College was less than two weeks underway and my little girl was wondering if I might come to visit and, oh yeah, bring that old TV out of the garage.


“Why don’t you come Sunday and we’ll go to church,” she said.


When your child is almost 20 and calls and invites you to church, it is one of those warm fuzzy moments. So, my wife and I loaded up bright and early on Sunday and headed for Carrollton.


This is year two of her college life and while it is less emotional than last year, it also marks the first time that my baby is living in an apartment.


I suffer from a delusional malady that stems from the fact that you’ve known this person since they emerged onto the planet. It’s currently being played out on television in a car commercial, where the dad is sending his daughter off and sees her as a toddler.


I don’t know that I see her as a toddler, but this is my little girl, who I have watched as she has blossomed into a beautiful young woman. I don’t want anything to happen to her, but realize that the little bird is straying farther from the nest.


At church, somebody else saw this, too.

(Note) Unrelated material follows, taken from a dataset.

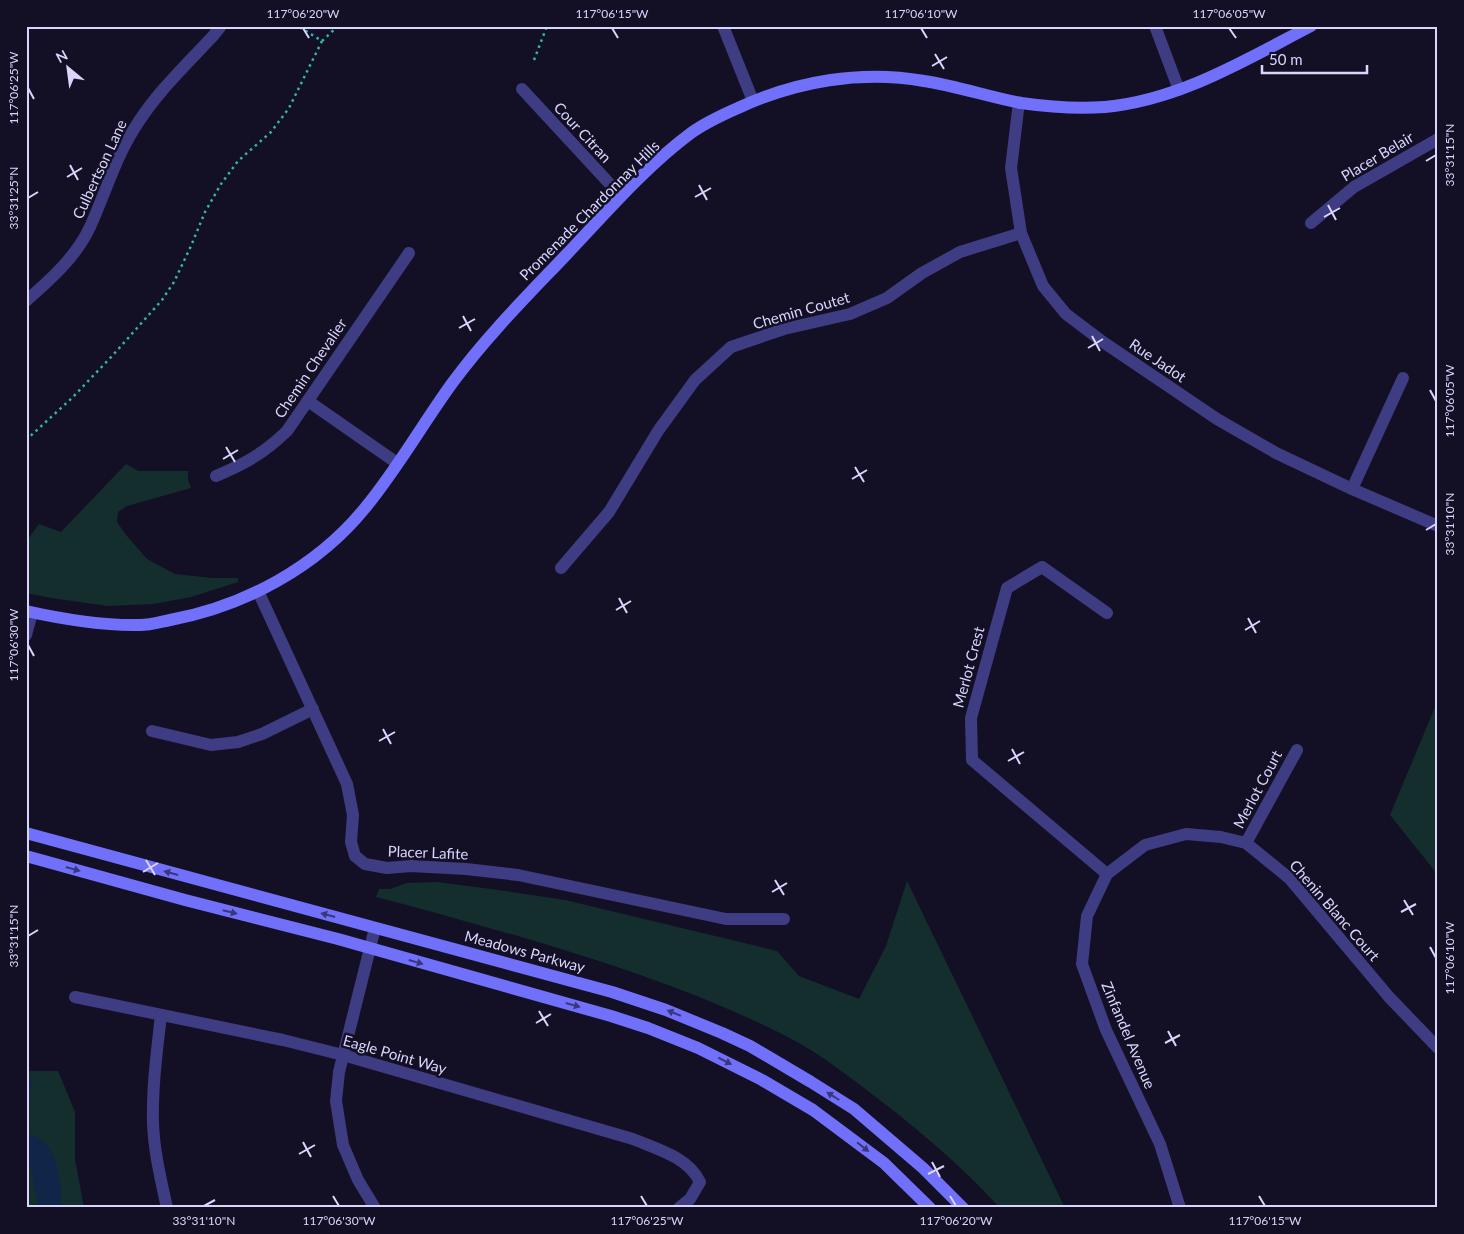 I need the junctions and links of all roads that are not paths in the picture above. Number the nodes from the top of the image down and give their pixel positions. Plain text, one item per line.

A nice guy named Daniel Jackson, who just happens to be the president of the chamber of commerce in Carrollton, was watching from the choir loft. He came up to meet us after the service.


It seems Mr. Jackson has sent daughters off to college and knows what I’m feeling. He gave Ashton his card, complete with home phone number, and said to call if she needed help.


The chamber of commerce president would know someone who could fix a flat tire.


But as a daddy, he has compassion for another man’s child and is willing to help. It was one of those moments that make you feel really good. It also makes you realize that we don’t have to be afraid of one another.


During my first years away from home, I was blessed with friends who looked out for me. I worked in the TV business, which means you worked on Thanksgiving and Christmas. I had friends who invited me to join their family celebrations and they were wonderful.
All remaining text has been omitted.